3. The multi-stage spring-loaded shock-absorbing nut quick-assembly and disassembly structure according to claim 1, characterized in that: The pushing assembly includes a threaded sleeve (7), the outside of which is fixedly connected to the inside of the nut body (1), and the inside of the threaded sleeve (7) is threadedly connected to a rotating bolt (8), the bottom of which is in contact with the top of the tapered plate (3).

4. The multi-stage spring-loaded shock-absorbing nut quick-assembly and disassembly structure according to claim 2, characterized in that: The elastic component includes a guide rod (10), which is externally fixedly connected to the inside of the fixed frame (9).
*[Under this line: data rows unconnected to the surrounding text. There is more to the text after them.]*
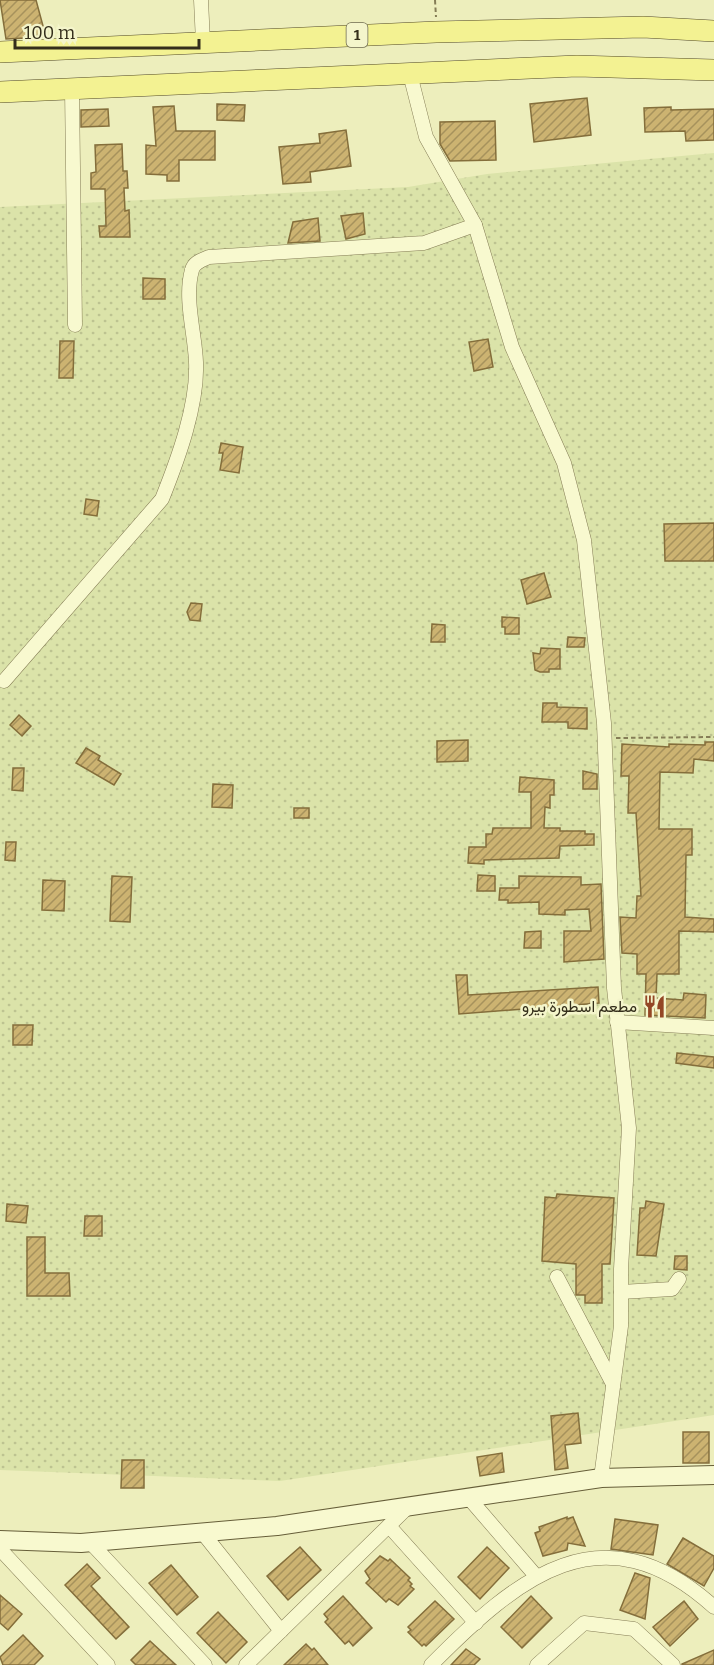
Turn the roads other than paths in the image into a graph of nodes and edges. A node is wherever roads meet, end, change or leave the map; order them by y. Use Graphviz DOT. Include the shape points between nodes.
graph roads {
  1 [pos="201,0"];
  2 [pos="578,29"];
  3 [pos="714,31"];
  4 [pos="203,42"];
  5 [pos="0,52"];
  6 [pos="577,66"];
  7 [pos="714,70"];
  8 [pos="410,74"];
  9 [pos="72,89"];
  10 [pos="0,92"];
  11 [pos="475,225"];
  12 [pos="75,325"];
  13 [pos="4,681"];
  14 [pos="617,1022"];
  15 [pos="714,1028"];
  16 [pos="557,1277"];
  17 [pos="679,1279"];
  18 [pos="621,1292"];
  19 [pos="613,1384"];
  20 [pos="714,1475"];
  21 [pos="601,1478"];
  22 [pos="468,1497"];
  23 [pos="409,1506"];
  24 [pos="389,1526"];
  25 [pos="202,1532"];
  26 [pos="0,1542"];
  27 [pos="85,1543"];
  28 [pos="0,1549"];
  29 [pos="536,1576"];
  30 [pos="714,1606"];
  31 [pos="476,1623"];
  32 [pos="281,1631"];
  33 [pos="108,1665"];
  34 [pos="205,1665"];
  35 [pos="246,1665"];
  36 [pos="431,1665"];
  37 [pos="537,1665"];
  38 [pos="673,1665"];
  1 -- 4 [label="street"];
  2 -- 3 [label="main road, 1"];
  2 -- 4 [label="main road, 1"];
  2 -- 6 [label="main road" via="572,45"];
  4 -- 5 [label="main road, 1"];
  6 -- 7 [label="main road"];
  6 -- 8 [label="main road"];
  8 -- 9 [label="main road"];
  8 -- 11 [label="street" via="426,137"];
  9 -- 10 [label="main road"];
  9 -- 12 [label="street"];
  11 -- 13 [label="street" via="424,243 209,257 198,261 192,268 190,286 196,364 194,391 176,466 162,499"];
  11 -- 14 [label="street" via="512,347 564,463 584,540 604,738"];
  14 -- 15 [label="street"];
  14 -- 18 [label="street" via="629,1128"];
  16 -- 19 [label="street"];
  17 -- 18 [label="street" via="672,1289"];
  18 -- 19 [label="street"];
  19 -- 21 [label="street"];
  20 -- 21 [label="street"];
  21 -- 22 [label="street"];
  22 -- 23 [label="street"];
  22 -- 29 [label="street"];
  23 -- 24 [label="street"];
  23 -- 25 [label="street" via="277,1526"];
  24 -- 31 [label="street"];
  24 -- 32 [label="street"];
  25 -- 27 [label="street"];
  25 -- 32 [label="street"];
  26 -- 27 [label="street"];
  27 -- 34 [label="street"];
  28 -- 33 [label="street"];
  29 -- 30 [label="street" via="582,1558 620,1559 655,1567 693,1588"];
  29 -- 31 [label="street" via="507,1594"];
  31 -- 36 [label="street"];
  32 -- 35 [label="street"];
  37 -- 38 [label="street" via="584,1623 634,1629"];
}
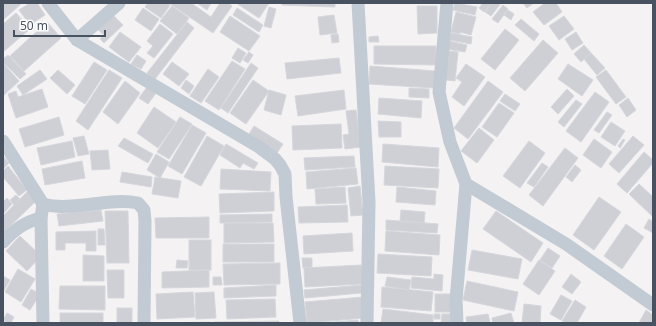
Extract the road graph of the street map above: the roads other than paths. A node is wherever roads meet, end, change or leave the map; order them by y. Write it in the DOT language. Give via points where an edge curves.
graph roads {
  1 [pos="48,3"];
  2 [pos="119,3"];
  3 [pos="358,3"];
  4 [pos="447,3"];
  5 [pos="77,40"];
  6 [pos="3,141"];
  7 [pos="466,184"];
  8 [pos="43,204"];
  9 [pos="41,218"];
  10 [pos="3,242"];
  11 [pos="653,305"];
  12 [pos="43,323"];
  13 [pos="144,323"];
  14 [pos="300,323"];
  15 [pos="368,323"];
  16 [pos="457,323"];
  1 -- 5 [label="street"];
  2 -- 5 [label="street"];
  3 -- 15 [label="street" via="369,202"];
  4 -- 7 [label="street" via="439,92 450,142"];
  5 -- 14 [label="street" via="259,147 280,164 285,174"];
  6 -- 8 [label="street"];
  7 -- 11 [label="street" via="566,244"];
  7 -- 16 [label="street" via="456,300"];
  8 -- 9 [label="street"];
  8 -- 13 [label="street" via="63,206 133,202 141,206 144,210"];
  9 -- 10 [label="street" via="28,221"];
  9 -- 12 [label="street"];
}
A limiting spring (11) is sleeved on the outside of the guide rod (10), and the inside of the pull plate (12) is slidably connected to the outside of the guide rod (10).

5. The multi-stage spring-loaded shock-absorbing nut quick-assembly and disassembly structure according to claim 4, characterized in that: One end of the limiting spring (11) is fixedly connected to the inner wall of the fixed frame (9), and the other end of the limiting spring (11) is fixedly connected to the outer side of the pull plate (12).

6. The quick-release structure for the multi-stage spring-loaded shock-absorbing nut according to claim 1, characterized in that: The bottom of the nut body (1) is fixedly connected to an inner spring sheet (14), and the bottom of the nut body (1) is fixedly connected to an outer spring sheet (15).

7. The multi-stage spring-loaded shock-absorbing nut quick-release structure according to claim 6, characterized in that: The inner spring sheet (14) is located on the top of the outer spring sheet (15), and the nut body (1) has a threaded connection hole (16) on its inner top side.

8. The quick-release structure for the multi-stage spring-loaded shock-absorbing nut according to claim 7, characterized in that: The bottom of the outer spring sheet (15) is slidably connected to the inner bottom side of the plate groove (2), and the outer sides of the two limiting slide plates (4) are slidably connected to the inner groove of the plate groove (2).